Economic indicators are as ubiquitous as financial commentators during a crisis, but what do they really mean, and why do they matter? Given uncertainty seems to dominate global discourse at the moment, we feel it is appropriate to examine the indicators that can give us insight into our economic prosperity in the coming months and beyond.
Here are four key macroeconomic indicators and what they can tell us about the (economic) future.
1. Purchasing Managers Index (PMI)
The Purchasing Manager’s Index (PMI) is an economic indicator which signals the direction of business conditions in the manufacturing and services sector.
The index, which polls businesses in the relevant industries on a monthly basis, reflects the acquisition activity of goods and services by purchasing managers, which provides guidance on whether the economy is expanding, contracting or is stagnant.
The PMI is seen as a key leading indicator because it can tell us when companies stop or are reducing purchasing inputs into the production line in response to dropping demand. Generally, this can identify a slowing economy before other top line reports such as retail sales and consumer spending. The PMI provides manufacturers, business and investors with key data as to which direction the economy is heading in.
As the chart below shows, the JP Morgan Global Composite PMI reached a nadir in April but has since recovered, indicating a rebound in demand conditions. Over the next few months this data will be important in assessing whether demand conditions hold up or suffer a ‘double dip’.
Chart 1: JPMorgan Global Composite PMI
Source: (VIEW LINK)
2. Consumer Price Index (CPI)
The Consumer Price Index (CPI) is a measure of the overall level of retail prices for a representative basket of goods and services typically acquired by Australian households in metropolitan areas.
Changes in the CPI, therefore, allow us to track changes in retail prices – or retail price inflation – over time. Typically, retail price inflation rises or falls in line with demand conditions in the economy, and a modest positive level of inflation is generally considered healthy for the economy provided it does not get out of hand. The Reserve Bank of Australia (RBA) maintains a policy target to keep inflation within a 2 to 3% band over the medium term.
Inflation has remained lower than the RBA would like for several years, and the COVID crisis has pushed inflation even lower. Accordingly, the speed with which inflation rebounds over coming years (as the economy recovers) will heavily dictate the speed with which the RBA unwinds the current very low level of interest rates. If inflation fails to push much higher, it will increase the risk of the RBA adopting more unconventional means – such as negative interest rates – to stimulate price growth.
Chart 2: CPI All Groups Australia – Quarterly Change
Source: (VIEW LINK)
3. Unemployment rate
The Australian Bureau of Statistics (ABS) defines as unemployed a person who, during a specified reference period, is not employed for one hour or more, is actively seeking work, and is currently available for work. The unemployment rate is a measure of those unemployed divided by the labour force, which allows us to have an accurate measure of those who are able to be employed, but cannot find work.
Arguably, the productivity and wealth of a country’s citizens is the ultimate determiner of economic success, and hence the unemployment rate is a key indicator of economic prosperity.

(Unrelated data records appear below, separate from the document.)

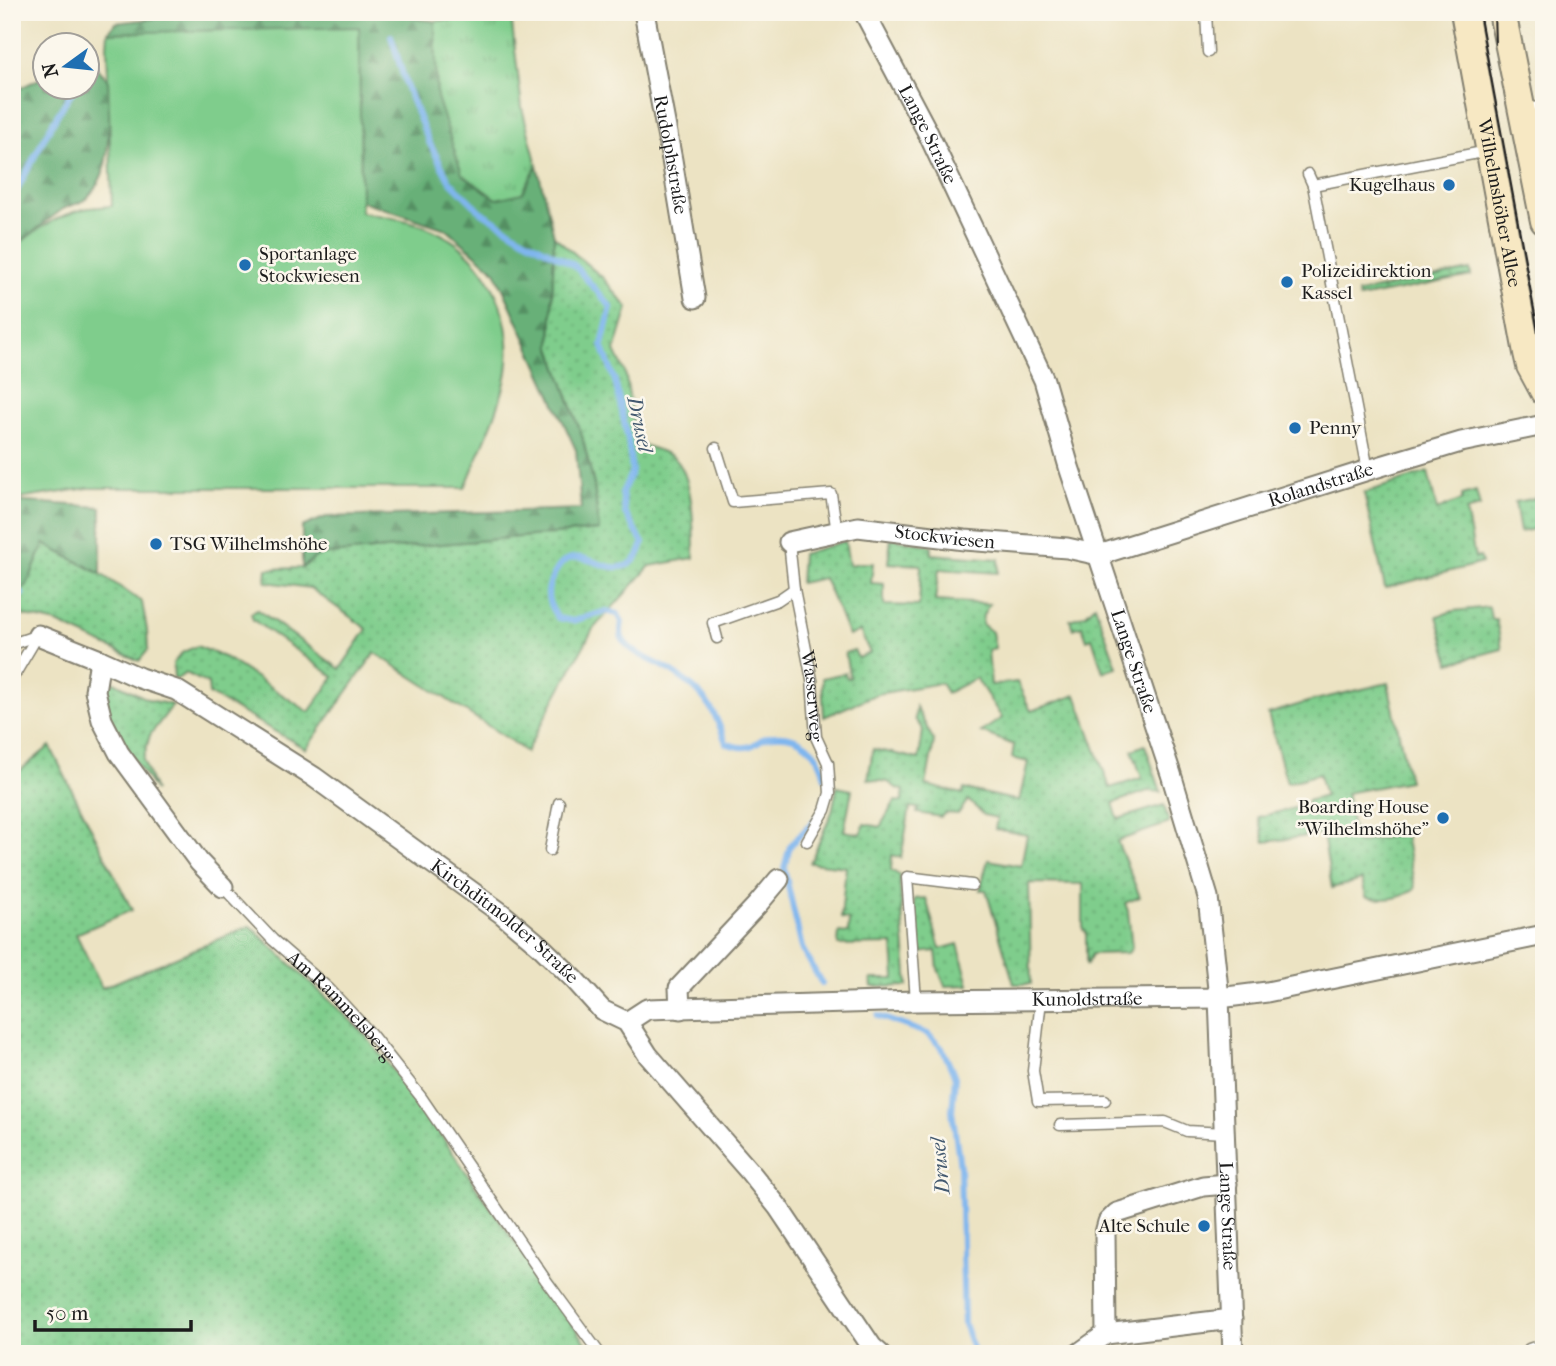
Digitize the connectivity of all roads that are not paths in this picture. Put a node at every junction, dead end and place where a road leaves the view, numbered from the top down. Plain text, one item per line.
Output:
1 (644, 12) edge
2 (864, 12) edge
3 (1206, 12) edge
4 (1464, 12) edge
5 (1502, 12) edge
6 (1208, 52) dead end
7 (1533, 108) edge
8 (1490, 151) junction
9 (1308, 174) dead end
10 (1313, 185) junction
11 (1544, 221) edge
12 (695, 298) dead end
13 (1544, 391) edge
14 (1544, 425) edge
15 (716, 449) dead end
16 (1368, 470) junction
17 (838, 532) junction
18 (789, 542) joint
19 (1099, 555) junction
20 (794, 589) junction
21 (38, 635) junction
22 (718, 638) dead end
23 (12, 644) edge
24 (100, 660) junction
25 (12, 679) edge
26 (559, 803) dead end
27 (807, 841) dead end
28 (551, 850) dead end
29 (779, 879) dead end
30 (972, 885) dead end
31 (223, 887) joint
32 (1544, 935) edge
33 (1219, 998) junction
34 (1041, 1000) junction
35 (916, 1001) junction
36 (680, 1009) junction
37 (627, 1022) junction
38 (1105, 1100) dead end
39 (1060, 1125) dead end
40 (1225, 1133) junction
41 (1227, 1184) junction
42 (1232, 1319) junction
43 (1106, 1334) junction
44 (1544, 1344) edge
45 (1529, 1349) dead end
46 (600, 1354) edge
47 (880, 1354) edge
48 (1078, 1354) edge
49 (1233, 1354) edge

1 - 12 street, Rudolphstraße
2 - 19 street, Lange Straße
3 - 6 lane
4 - 8 main road, Wilhelmshöher Allee
5 - 7 main road, Wilhelmshöher Allee
7 - 11 main road, Wilhelmshöher Allee
8 - 10 lane
8 - 13 main road, Wilhelmshöher Allee
9 - 10 lane
10 - 16 lane
14 - 16 street, Rolandstraße
15 - 17 lane
16 - 19 street, Rolandstraße
17 - 18 street, Stockwiesen
17 - 19 street, Stockwiesen
18 - 20 lane, Wasserweg
19 - 33 street, Lange Straße
20 - 22 lane
20 - 27 lane, Wasserweg
21 - 23 lane
21 - 24 street, Kirchditmolder Straße
21 - 25 lane
24 - 31 street, Am Rammelsberg
24 - 37 street, Kirchditmolder Straße
26 - 28 lane
29 - 36 street
30 - 35 lane
31 - 46 lane, Am Rammelsberg
32 - 33 street, Kunoldstraße
33 - 34 street, Kunoldstraße
33 - 40 street, Lange Straße
34 - 35 street, Kunoldstraße
34 - 38 lane
35 - 36 street, Kunoldstraße
36 - 37 street, Kunoldstraße
37 - 47 street, Kirchditmolder Straße
39 - 40 lane
40 - 41 street, Lange Straße
41 - 42 street, Lange Straße
41 - 43 street
42 - 43 street
42 - 49 street, Lange Straße
43 - 48 street
44 - 45 lane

Employment indicators are important as a fall in employment can indicate a fall in discretionary spending which in turn would reduce gross domestic product and overall economic growth.
Chart 3: ABS Underemployment, Unemployment and Underutilisation Rates
Source: (VIEW LINK)
From the above chart, it is evident the COVID-19 induced economic shutdown has had a profound effect on the unemployment rate in Australia, and this is replicated over many developed economies. If lockdowns continue to be implemented in Australia, the unemployment rate is likely to remain high, affecting gross productivity as well as discretionary spending – ultimately leading to a reduction in economic output.
It is also worth explaining the other metrics in the chart.
Underemployment involves workers who are not fully employed – ‘part-time workers who indicate that they would prefer to work more hours, and full-time workers who did not work full-time hours in the reference period for economic reasons’. In essence, it captures workers who are not working at their full capability or capacity.
The labour force underutilisation rate is defined as the sum of the number of persons unemployed and underemployed, expressed as a percentage of the labour force. This measure provides a further measure of the state of the larger workforce and measures the extent to which all available labour resources are not being fully used in the economy.
Using these three measures, we are able to gain a clearer picture of the entire labour force in Australia.
4. Central bank minutes
The RBA, like many central banks around the world, produces documented minutes of its monthly meetings, which are closely followed by market analysts and economists. Generally, the RBA will hint at its inclination towards possible future policy action some months in advance, based on its assessment of the economy. Central bank sentiment can generally be taken as ‘hawkish’, which indicates increases to interest rates in the future to cool an economy which is running too hard, or ‘dovish’, which indicates an easing of monetary policy and a reduction in rates, designed to stimulate economic activity.
At present, most central banks retain a dovish view on interest rates and the economy – indicating a preparedness to ease policy further if economic growth remains weak, and no hurry to raise interest rates any time soon. As economies continue to evolve, the minutes to future policy meetings will be a good place to look for early signs of a shift in central bank sentiment.